In relation to my career as an author, I want to give some insight to the title of this blog, Superman Disposition.
First let me start by saying that there is a difference between ‘writer’ and ‘author’. A writer has not yet been published, but an author has. This means publication in any form, not just books.
So, genre writing – what is it? Genre writing is writing to a specific theme, context, historical era, or character preset. For example; fantasy, western, vampire, sci fi – those are all genres. Genre writers are the writers that write in only one genre. All their books would be about sci fi, or all their books would be about fantasy, etc. Literary writers are that small percentage of writers who will cross genres. Genre writing is generally mainstream, and extremely marketable, because the demographic is easy to target. The writers know what their respective demographics are interested in, and can direct their techniques to specific groups of people. Literary writing is a lot more challenging to market. Since the genre, themes, settings, and character presets are always changing, it’s hard to know exactly what demographic will be interested in a work at what specific time. That’s the bare bones of it, and I won’t go into too much detail because there are extensive resources out there to read up on the subjects if it interests you. Actual blogs by authors on the subject are the most fun.
It would be interesting to have a percentage of genre vs literary writers, but such a thing does not exist. If I were to guess, I would say the percentage is somewhere along the lines of 85% vs 15% respectively.

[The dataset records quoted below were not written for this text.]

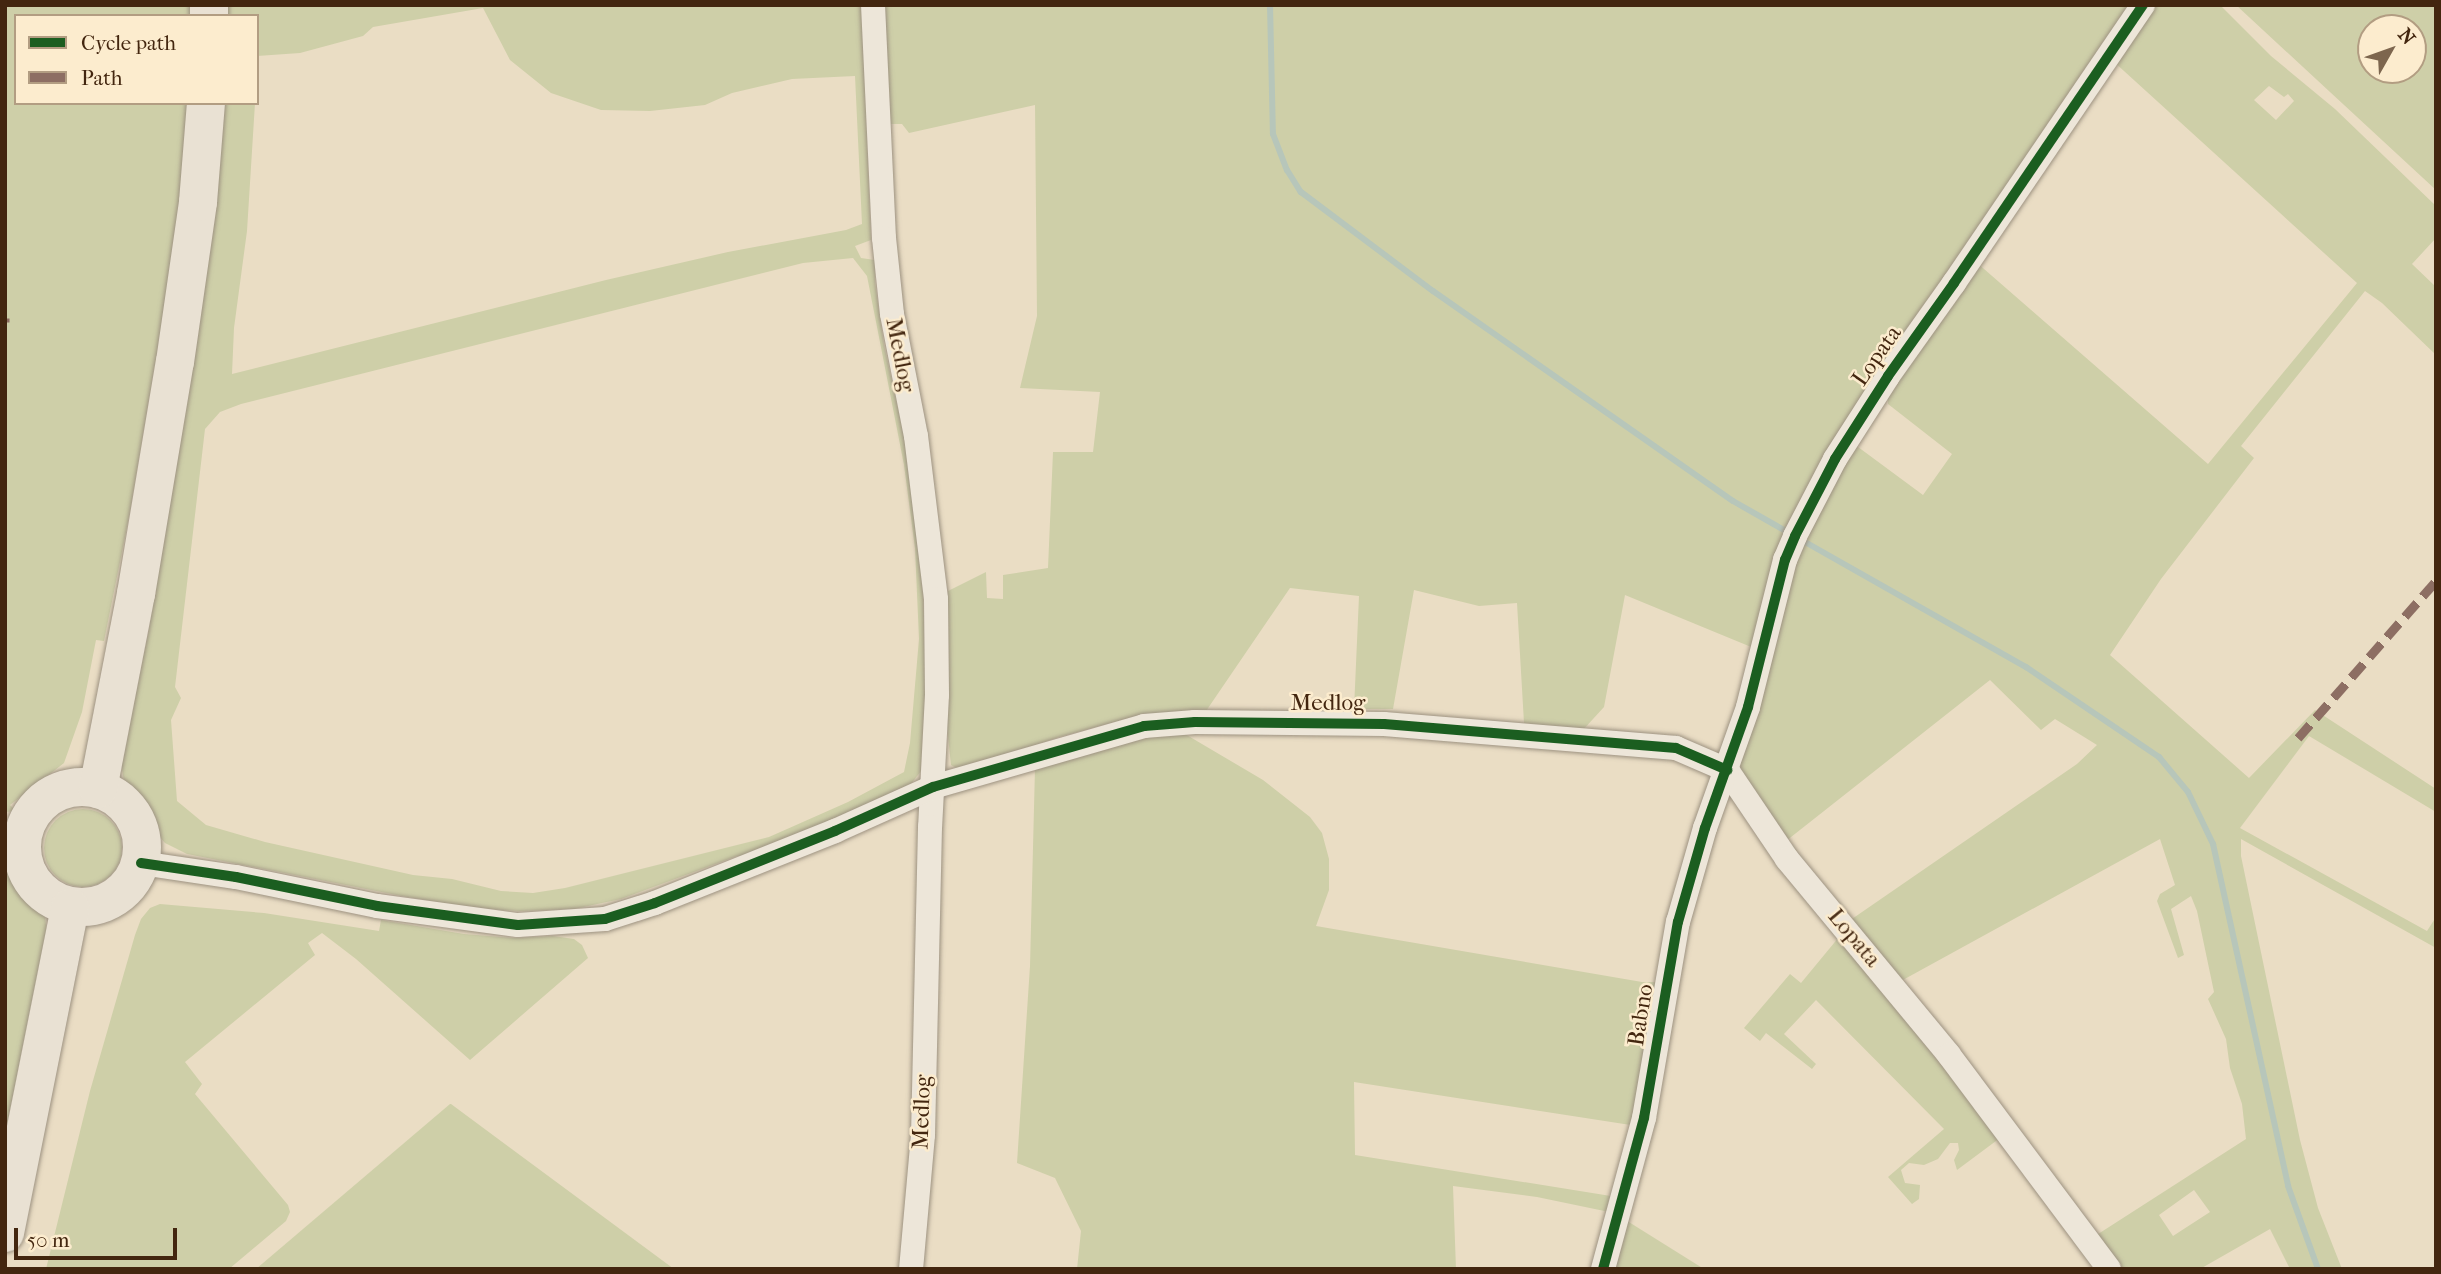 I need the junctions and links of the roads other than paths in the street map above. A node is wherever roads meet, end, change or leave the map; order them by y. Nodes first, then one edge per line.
1 (873, 5) edge
2 (2143, 5) edge
3 (206, 105) edge
4 (1727, 770) junction
5 (933, 787) junction
6 (98, 789) junction
7 (141, 863) junction
8 (70, 907) junction
9 (5, 1233) edge
10 (911, 1269) edge
11 (1603, 1269) edge
12 (2109, 1269) edge

1 - 5 street, Medlog
2 - 4 street, Lopata
3 - 6 main road
4 - 5 street, Medlog
4 - 11 street, Babno
4 - 12 street, Lopata
5 - 7 street
5 - 10 street, Medlog
6 - 7 main road
6 - 8 main road
7 - 8 main road
8 - 9 main road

I am a literary writer. Even my most mainstream work, THE REALITY FILTER, can not be put into a specific genre in its own, because it is not simply a ‘murder mystery’. It is not simply a ‘thriller’. It is not simply a ‘psychological drama’. It is all of those things, and does not follow the rules and guidelines of any of those genres.
The other main point that makes me a literary writer is the fact that to date I have written or am in the process of writing 12 novels, and none of them are the same genre from the one before. I am a special case, and I have not yet heard of another author who does this. There are pros and cons to this approach to a writing career, the most obvious one being the marketing aspect. When marketing a book, I am essentially starting over in the process with each new publication. One demographic may have liked one book, but the next one that comes out, they may not. Then I have to go out in search of a new demographic that does like the new book. There is also the question of keeping the previous demographic interested, therefore my name must be the brand that they want to buy, no matter what I write. The pro side is, after I have say, 3 books out, I have 3 times the size demographic than a genre writer with 3 books. The genre writer is selling to only one targeted demographic, but I am selling to 3 different ones.
In short (really that was quite long), Superman Disposition is titled as such because I have taken on the challenge of multiple identities in my career, and they are ever-changing. Just like Superman – mild mannered reporter by day, crime fighting superhero by night.